**Data extract:**
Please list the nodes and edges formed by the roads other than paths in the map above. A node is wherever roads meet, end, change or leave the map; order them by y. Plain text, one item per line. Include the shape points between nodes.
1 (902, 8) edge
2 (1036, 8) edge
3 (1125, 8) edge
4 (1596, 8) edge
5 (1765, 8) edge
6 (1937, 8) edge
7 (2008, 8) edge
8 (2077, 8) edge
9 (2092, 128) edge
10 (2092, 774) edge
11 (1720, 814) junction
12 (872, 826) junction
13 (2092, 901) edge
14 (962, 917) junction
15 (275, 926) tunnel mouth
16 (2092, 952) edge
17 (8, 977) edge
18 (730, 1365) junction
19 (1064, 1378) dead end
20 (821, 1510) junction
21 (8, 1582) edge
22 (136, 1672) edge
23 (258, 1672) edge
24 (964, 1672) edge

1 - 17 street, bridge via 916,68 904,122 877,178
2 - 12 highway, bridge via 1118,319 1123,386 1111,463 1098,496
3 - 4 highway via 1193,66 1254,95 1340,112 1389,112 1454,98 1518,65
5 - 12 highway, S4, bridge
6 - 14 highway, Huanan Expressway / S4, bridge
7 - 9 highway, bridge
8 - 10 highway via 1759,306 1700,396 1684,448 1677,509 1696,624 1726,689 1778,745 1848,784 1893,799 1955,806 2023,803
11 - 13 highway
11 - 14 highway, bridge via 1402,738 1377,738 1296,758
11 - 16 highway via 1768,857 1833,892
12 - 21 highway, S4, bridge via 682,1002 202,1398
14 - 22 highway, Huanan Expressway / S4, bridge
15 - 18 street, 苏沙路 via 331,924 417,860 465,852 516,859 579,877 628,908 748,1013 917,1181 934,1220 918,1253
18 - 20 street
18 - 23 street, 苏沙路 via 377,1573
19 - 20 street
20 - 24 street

**Problem requirements:** The job is to copy each line from the material above that holds the word "Expressway".

**Answer section:**
6 - 14 highway, Huanan Expressway / S4, bridge
14 - 22 highway, Huanan Expressway / S4, bridge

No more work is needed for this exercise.